Abstract
The clinical presentation of the neurogenic bladder can be as vast as the pathologic causes however urodynamics (UDS) can help guide clinical decision-making and help simplify a complex disease state. UDS may be considered as the gold standard in helping to break down complex and multifactorial voiding dysfunction into manageable goals; these include protecting the upper tracts, limiting urinary tract infections (UTI) via avoiding urinary stasis, and maintaining quality of life. Included within are examples of normal to pathologic tracings including normal filling and voiding, detrusor sphincteric coordination, changes in compliance, etc. Additionally we have provided expected UDS findings based on neurogenic disease process, including but not limited to, Parkinson’s, dementia, multiple sclerosis (MS) and spinal cord injury based on lesion location. Pattern recognition and understanding of UDS can help lead to quality of life improvements and optimal management for the patient with neurogenic bladder dysfunction.
Keywords: Neurogenic bladder, urodynamics (UDS), spinal cord injury
Introduction
Complete evaluation of the patient with neurologic bladder dysfunction is important for goal oriented treatments. Although the causes of the dysfunction and their subsequent effects can be vast, with appropriate evaluation, the clinician can break these down into basic and treatable factors. These factors include function or dysfunction of storage, detrusor activity, and pelvic floor response. Urodynamics (UDS) may be considered as the gold standard in helping to break down complex and multifactorial voiding dysfunction into manageable headings; these include protecting the upper tracts, limiting urinary tract infections (UTI) via avoiding urinary stasis, and maintaining quality of life. Experts believe all neurogenic patients should undergo a baseline UDS study and as needed for any clinical changes or new symptoms (1,2). Herein we outline the basic elements seen in patients with neurogenic bladder on UDS, and augment these with examples of lesions, for any cause, at clinically relevant levels of the neurologic pathway.
Non-invasive UDS
Non-invasive UDS are inexpensive, readily available, have low morbidity and are a great option for an initial evaluation. Post-void residuals (PVR) and uroflowmetry are the keystones of this evaluation. Using ultrasound the bladder can be scanned after a void to estimate a residual volume. Many experts believe that a PVR of <100–200 indicates acceptable emptying to prevent infection and normal detrusor function (3). Uroflowmetry is the measurement of voided urine over the course of time and can be calculated and compared to established nomograms (4). For abnormal findings these studies have their limitations in isolating elements of the voiding cycle that may be malfunctioning such as detrusor vs. pelvic floor dysfunction or outlet issues. The combination of these two studies plays an important role for initial evaluation prior to invasive UDS evaluation and after treatment as a low cost and well tolerated set of tools.
Invasive UDS
For the patient with neurologic voiding dysfunction, invasive UDS may be the most powerful and helpful assessment tool set. The basis of an invasive urodynamic study is obtaining pressure readings and myogenic readings of the pelvic floor with the use of specifically placed catheters and electrodes. This information helps give a graphical interpretation of pressures within and produced by the bladder, abdominal cavity, and the pelvic floor musculature (Figure 1). A pressure sensing catheter is placed in the bladder and the rectum. These values, along with the electromyography (EMG), can help give a physiologic description of the dynamics in the phases of filling, storage, and voiding.
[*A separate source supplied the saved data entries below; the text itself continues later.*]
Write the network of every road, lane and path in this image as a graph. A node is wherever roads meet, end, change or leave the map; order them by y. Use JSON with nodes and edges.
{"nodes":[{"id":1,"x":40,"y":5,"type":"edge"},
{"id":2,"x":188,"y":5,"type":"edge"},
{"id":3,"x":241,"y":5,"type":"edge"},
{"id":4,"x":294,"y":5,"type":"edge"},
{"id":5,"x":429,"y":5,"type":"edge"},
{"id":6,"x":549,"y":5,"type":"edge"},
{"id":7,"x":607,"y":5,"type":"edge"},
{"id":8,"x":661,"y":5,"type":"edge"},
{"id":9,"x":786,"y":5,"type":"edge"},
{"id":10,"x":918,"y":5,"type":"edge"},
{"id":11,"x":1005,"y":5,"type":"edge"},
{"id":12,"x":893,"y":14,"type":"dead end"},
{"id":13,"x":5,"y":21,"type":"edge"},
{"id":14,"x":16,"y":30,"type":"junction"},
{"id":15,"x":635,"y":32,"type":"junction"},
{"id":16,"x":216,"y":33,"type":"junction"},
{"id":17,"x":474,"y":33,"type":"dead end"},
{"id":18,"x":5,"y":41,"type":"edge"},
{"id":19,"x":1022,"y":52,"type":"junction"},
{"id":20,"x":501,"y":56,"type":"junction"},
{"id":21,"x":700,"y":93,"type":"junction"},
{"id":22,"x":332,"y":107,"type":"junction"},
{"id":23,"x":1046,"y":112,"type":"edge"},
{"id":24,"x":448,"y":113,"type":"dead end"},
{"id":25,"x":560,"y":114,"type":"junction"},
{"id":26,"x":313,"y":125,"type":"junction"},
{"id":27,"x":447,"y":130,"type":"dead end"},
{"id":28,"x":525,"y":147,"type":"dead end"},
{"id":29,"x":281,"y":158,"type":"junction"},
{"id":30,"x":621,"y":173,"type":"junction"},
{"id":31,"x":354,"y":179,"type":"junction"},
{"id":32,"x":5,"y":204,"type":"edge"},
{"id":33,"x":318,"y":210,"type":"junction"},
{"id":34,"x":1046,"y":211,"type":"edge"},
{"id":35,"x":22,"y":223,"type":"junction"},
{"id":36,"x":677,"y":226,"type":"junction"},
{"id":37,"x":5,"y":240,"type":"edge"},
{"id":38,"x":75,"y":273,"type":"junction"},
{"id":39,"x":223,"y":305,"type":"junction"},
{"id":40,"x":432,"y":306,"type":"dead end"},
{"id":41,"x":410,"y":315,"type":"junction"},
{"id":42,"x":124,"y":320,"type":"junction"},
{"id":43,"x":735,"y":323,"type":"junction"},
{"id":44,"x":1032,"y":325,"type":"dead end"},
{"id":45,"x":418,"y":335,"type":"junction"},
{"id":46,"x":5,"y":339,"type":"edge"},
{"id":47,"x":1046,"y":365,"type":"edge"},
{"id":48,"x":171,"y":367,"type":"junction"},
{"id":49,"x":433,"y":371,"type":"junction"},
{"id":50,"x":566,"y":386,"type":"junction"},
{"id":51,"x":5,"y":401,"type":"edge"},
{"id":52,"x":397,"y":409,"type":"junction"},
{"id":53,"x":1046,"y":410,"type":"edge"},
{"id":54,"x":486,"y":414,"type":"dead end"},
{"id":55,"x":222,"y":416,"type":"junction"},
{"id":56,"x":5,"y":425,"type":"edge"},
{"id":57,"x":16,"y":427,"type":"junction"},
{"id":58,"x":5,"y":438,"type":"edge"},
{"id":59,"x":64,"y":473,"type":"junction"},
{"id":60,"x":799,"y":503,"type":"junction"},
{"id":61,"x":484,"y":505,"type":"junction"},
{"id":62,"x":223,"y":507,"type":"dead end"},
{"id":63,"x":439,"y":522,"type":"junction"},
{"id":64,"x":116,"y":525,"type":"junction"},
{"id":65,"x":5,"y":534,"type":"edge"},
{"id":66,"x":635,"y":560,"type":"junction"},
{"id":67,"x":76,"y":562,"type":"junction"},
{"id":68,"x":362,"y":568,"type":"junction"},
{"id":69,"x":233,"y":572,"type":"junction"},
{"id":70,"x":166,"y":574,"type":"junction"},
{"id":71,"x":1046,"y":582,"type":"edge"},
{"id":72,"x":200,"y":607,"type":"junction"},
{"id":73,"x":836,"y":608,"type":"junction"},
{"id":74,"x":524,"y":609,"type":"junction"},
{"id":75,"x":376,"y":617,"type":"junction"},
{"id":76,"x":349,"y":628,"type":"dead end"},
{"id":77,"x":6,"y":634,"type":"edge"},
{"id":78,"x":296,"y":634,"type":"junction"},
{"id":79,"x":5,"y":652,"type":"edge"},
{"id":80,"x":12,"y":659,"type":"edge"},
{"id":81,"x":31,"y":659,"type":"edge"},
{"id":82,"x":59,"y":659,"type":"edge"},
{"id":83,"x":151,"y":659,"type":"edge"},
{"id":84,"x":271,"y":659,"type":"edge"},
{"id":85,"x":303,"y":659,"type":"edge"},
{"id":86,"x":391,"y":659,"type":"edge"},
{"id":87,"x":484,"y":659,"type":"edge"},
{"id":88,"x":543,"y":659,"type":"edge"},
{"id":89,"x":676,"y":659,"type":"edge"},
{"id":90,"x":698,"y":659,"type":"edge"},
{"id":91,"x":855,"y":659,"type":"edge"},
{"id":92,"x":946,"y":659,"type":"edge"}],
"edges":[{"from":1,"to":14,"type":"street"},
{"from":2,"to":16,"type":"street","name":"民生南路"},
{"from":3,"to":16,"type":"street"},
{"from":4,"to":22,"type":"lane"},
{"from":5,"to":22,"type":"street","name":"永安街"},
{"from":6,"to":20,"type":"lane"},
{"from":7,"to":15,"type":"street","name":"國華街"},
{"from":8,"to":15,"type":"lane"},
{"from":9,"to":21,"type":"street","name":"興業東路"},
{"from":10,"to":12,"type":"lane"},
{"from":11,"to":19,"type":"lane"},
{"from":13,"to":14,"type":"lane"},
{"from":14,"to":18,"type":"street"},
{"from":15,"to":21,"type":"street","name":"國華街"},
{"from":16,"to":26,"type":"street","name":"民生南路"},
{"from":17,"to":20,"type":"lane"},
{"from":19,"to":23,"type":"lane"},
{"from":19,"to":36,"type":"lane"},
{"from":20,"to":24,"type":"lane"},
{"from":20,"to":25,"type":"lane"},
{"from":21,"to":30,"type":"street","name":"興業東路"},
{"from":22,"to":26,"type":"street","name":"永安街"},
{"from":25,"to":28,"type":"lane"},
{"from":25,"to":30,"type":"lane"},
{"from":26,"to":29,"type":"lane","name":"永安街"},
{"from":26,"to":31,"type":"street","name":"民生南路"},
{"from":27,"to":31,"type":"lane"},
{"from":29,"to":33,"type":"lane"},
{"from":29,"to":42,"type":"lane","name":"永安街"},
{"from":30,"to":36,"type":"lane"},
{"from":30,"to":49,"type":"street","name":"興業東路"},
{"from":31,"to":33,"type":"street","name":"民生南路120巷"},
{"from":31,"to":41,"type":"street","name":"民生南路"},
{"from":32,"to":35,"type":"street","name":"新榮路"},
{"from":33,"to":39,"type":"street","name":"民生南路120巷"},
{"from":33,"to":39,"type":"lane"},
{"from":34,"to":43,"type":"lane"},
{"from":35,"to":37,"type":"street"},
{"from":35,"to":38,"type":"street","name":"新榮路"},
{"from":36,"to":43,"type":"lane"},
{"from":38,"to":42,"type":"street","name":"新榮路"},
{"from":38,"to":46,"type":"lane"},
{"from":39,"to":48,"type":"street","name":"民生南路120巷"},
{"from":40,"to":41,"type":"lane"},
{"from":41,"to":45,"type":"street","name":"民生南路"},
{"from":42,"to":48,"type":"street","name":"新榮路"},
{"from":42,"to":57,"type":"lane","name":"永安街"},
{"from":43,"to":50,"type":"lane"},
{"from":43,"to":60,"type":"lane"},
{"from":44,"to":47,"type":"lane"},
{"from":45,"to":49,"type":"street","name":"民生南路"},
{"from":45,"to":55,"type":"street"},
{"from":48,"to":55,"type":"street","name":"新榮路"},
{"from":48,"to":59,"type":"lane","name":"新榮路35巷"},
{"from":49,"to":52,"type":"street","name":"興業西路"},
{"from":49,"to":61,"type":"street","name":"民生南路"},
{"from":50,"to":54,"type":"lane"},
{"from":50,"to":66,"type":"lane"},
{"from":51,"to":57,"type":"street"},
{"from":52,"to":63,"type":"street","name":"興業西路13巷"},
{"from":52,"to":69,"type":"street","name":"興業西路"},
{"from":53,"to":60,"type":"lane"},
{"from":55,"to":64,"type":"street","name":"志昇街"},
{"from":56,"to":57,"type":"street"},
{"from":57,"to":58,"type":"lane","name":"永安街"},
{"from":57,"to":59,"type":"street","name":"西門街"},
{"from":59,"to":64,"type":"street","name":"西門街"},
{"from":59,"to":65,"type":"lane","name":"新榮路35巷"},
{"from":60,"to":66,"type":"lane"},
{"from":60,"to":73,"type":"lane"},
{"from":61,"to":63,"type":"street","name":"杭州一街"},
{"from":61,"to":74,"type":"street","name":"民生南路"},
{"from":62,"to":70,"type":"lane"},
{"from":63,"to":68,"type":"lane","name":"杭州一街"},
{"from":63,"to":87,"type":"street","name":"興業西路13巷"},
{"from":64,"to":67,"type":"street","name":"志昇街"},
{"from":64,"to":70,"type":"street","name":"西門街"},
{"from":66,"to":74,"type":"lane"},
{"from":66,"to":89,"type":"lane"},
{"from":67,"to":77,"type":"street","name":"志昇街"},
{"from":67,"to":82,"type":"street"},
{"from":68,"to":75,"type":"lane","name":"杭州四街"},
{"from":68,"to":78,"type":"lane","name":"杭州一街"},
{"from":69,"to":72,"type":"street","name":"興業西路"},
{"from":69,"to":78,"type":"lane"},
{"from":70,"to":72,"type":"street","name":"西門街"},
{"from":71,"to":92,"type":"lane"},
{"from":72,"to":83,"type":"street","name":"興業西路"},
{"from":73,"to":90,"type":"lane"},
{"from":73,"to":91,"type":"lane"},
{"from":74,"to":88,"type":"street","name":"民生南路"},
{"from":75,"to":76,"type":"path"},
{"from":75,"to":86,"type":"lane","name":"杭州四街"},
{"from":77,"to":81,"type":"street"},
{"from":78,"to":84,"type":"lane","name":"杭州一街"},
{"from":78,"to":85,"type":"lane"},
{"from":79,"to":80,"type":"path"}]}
Components of the urodynamic evaluation
Filling/storage
Patients with neurologic bladder dysfunction may have a wide array of storage capacity abnormalities ranging from very small volumes to large distended bladders. Typical adult bladders have a capacity of 300–600 cc (5). Decreased volumes can cause frequency and make incontinence worse whereas large volumes can contribute to urinary stasis and increase the risk of UTI.
Compliance
Compliance is calculated by the change in volume divided by the change in pressure (Table 1). This represents the bladder’s ability to maintain storage at low pressures as the bladder fills. These measurements rely on accurate recording of the rectal pressure/abdominal pressure (Pabd) and intravesical pressure (Pves), which together allow one to calculate the detrusor pressure (Pdet), with Pves – Pabd = Pdet. A physiologically normal bladder has a relatively constant low bladder pressure throughout the filling cycle, resulting in a high compliance. A normal compliance can reach infinity and an abnormal compliance is variably defined as <40 or <20 cc/cmH2O. Decreased compliance, or sustained Pdet greater than 40 cmH2O, can put the upper tracts at risk for elevated pressures resulting in renal atrophy and infection risk.
Table 1. UDS key terminology as defined by the International Continence Society (6).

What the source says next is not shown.